Les Rascals : critique d’une bavure prolifère

Jimmy et les Jets
Deux gangs de garçons de dix ans recherchent des poux à la périphérie de leur banlieue. Rudy et Rico, en particulier, aimeraient faire face sereinement. Rien que ça, pas de chance : l’un est arabe et l’autre est noir. Il n’en faut pas beaucoup pour que le criminel blanc, trois fois son âge, témoin de la scène, décide d’y mettre son grain de sel. battre les enfants lui-même. Après cette raclée, les mini-caïds deviendront amis et nous les retrouverons plus tard membres des Rascals, une bande de couleurs mélangées avec laquelle ils font régulièrement frire les bandes de haricots parisiens.
Ne vous fiez pas à l’impression donnée par le décor du film. Entre les chamailleries entre gamins aux dialogues qui sonnent faux, la présentation des différents groupes qui laisse présager un Histoire du côté ouest du supermarché ou des jeunes d’aujourd’hui qui peinent à être naturels parlant comme s’ils venaient des années 80… le film donne presque, au début, l’impression qu’il se veut comique. Peut-être pour mieux surprendre la violence, aussi injuste que soudaine, qui s’abat sur ses héros ? En tout cas, la maladresse apparente est de courte durée. Rapidement, Les coquins il cède complètement à son vrai ton, et ce n’est pas du tout une blague.
George Chakiris prend la photo
Rétro dans le collimateur
Si le film raconte son histoire à travers le vécu de quelques jeunes, Jimmy Laporal-Trésor fait tout pour clarifier les choses : c’est une situation systémique qui dénonce.

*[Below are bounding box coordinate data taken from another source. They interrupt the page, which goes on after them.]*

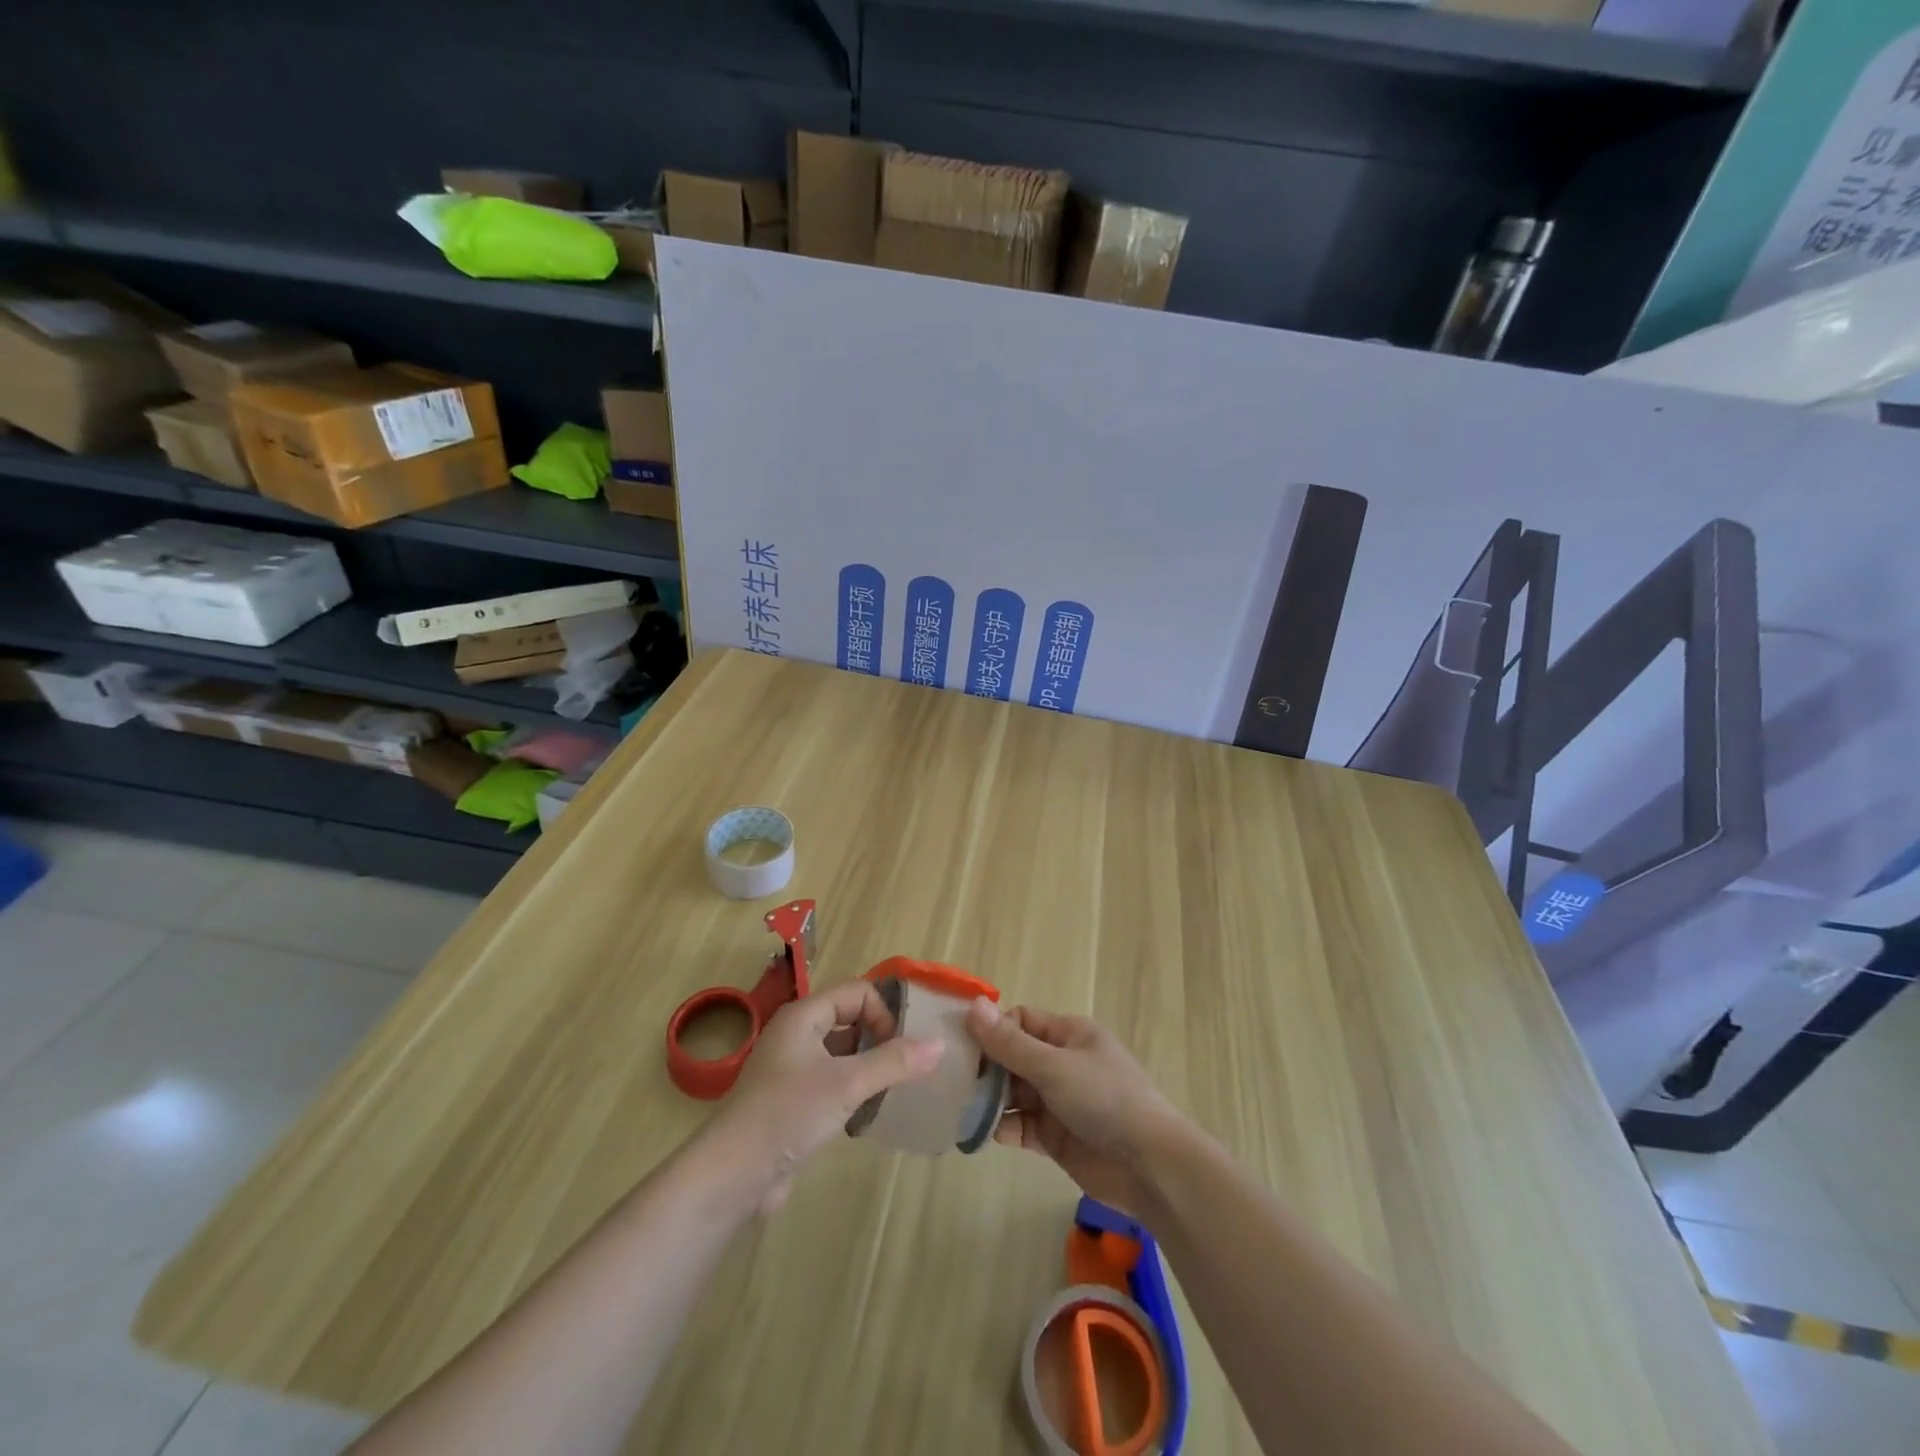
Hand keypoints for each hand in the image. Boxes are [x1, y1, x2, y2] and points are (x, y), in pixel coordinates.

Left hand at [707, 981, 942, 1213]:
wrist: (733, 1174)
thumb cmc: (789, 1113)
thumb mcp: (847, 1083)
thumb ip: (894, 1062)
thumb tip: (939, 1044)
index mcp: (804, 1016)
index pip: (856, 992)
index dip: (883, 1012)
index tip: (900, 1047)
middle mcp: (796, 1034)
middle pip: (849, 1018)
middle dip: (879, 1037)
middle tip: (903, 1067)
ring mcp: (791, 1068)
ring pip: (841, 1052)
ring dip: (867, 1065)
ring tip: (890, 1090)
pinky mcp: (790, 1100)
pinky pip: (831, 1080)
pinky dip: (852, 1089)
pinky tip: (865, 1113)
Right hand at [966, 999, 1183, 1217]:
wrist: (1149, 1166)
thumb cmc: (1104, 1099)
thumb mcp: (1054, 1066)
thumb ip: (1010, 1043)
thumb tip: (973, 1005)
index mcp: (1069, 1034)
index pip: (1021, 1021)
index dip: (993, 1030)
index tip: (963, 1046)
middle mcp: (1062, 1063)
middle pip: (1014, 1057)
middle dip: (986, 1067)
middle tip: (952, 1079)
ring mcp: (1059, 1101)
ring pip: (1014, 1093)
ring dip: (989, 1099)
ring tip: (957, 1106)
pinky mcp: (1055, 1137)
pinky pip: (1020, 1126)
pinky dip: (1000, 1127)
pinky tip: (976, 1132)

Validés en coulisse par un professeur d’université tirant les ficelles, plutôt que par des flics complices et des médias hypocrites, le racisme et la violence des skinheads en herbe se frayent un chemin sans danger dans une société complaisante. Les seules armes des Rascals, pour se battre ? Battez-vous ou rejoignez l’armée pour peut-être échapper à la misère au bout du chemin.
Le film trouve une belle identité visuelle en esthétisant volontiers la banlieue sans tomber dans la caricature d’une image « vintage » pour représenter une époque révolue. Favorise Laporal-Trésor des plans séquences aussi discrets que captivants pour mettre en scène des moments cruciauxs, et filme ses acteurs avec une surprenante délicatesse.
Un point faible cependant : le traitement des personnages féminins qui ne sont que le support de volontés masculines. Avec une passivité presque totale, le personnage deAngela Woreth représente fidèlement les défauts d’une personne trop influençable, mais à un niveau de silence caricatural. Les autres femmes que nous voyons ne servent qu’à être harcelées dans la rue par nos héros.
Vous pouvez faire du café noir
Une violence de l’histoire
Bien sûr, l’histoire pourrait se dérouler dans les années 80, mais c’est comme ça appelle à un parallèle avec les tensions politiques actuelles. A l’heure où les crimes racistes sont de plus en plus revendiqués à Paris et où les violences policières se retrouvent dans le cœdébats, Les coquins au contraire, il donne l’impression de nous montrer un futur proche.
Ceci est suggéré par la frontalité avec laquelle certains sujets, désormais tabous dans les médias, sont abordés l’heure du film sert surtout de couverture pour pouvoir poinçonner la table librement. Et Jimmy Laporal-Trésor ne s’arrête pas là, car en parallèle du film il réalise le court métrage soldat noircandidat au César 2022 du meilleur court métrage de fiction, et qui raconte la suite du combat avec Jonathan Feltre lui-même.
Hurle avec la meute
La direction irréprochable des acteurs permet à Jonathan Feltre, Missoum Slimani, Marvin Dubart et leurs acolytes d’incarner le Rascal parfois bâclé, mais surtout émouvant, et Victor Meutelet de faire grincer des dents le futur Skinhead face à la violence. Jimmy Laporal-Trésor est-il le nouveau Spike Lee ? Pourtant, il revendique son admiration pour le cinéma de Costa-Gavras, e l’intelligence de sa caméra et l’efficacité de son écriture laissent présager qu’il sera l’un des futurs grands réalisateurs pressés.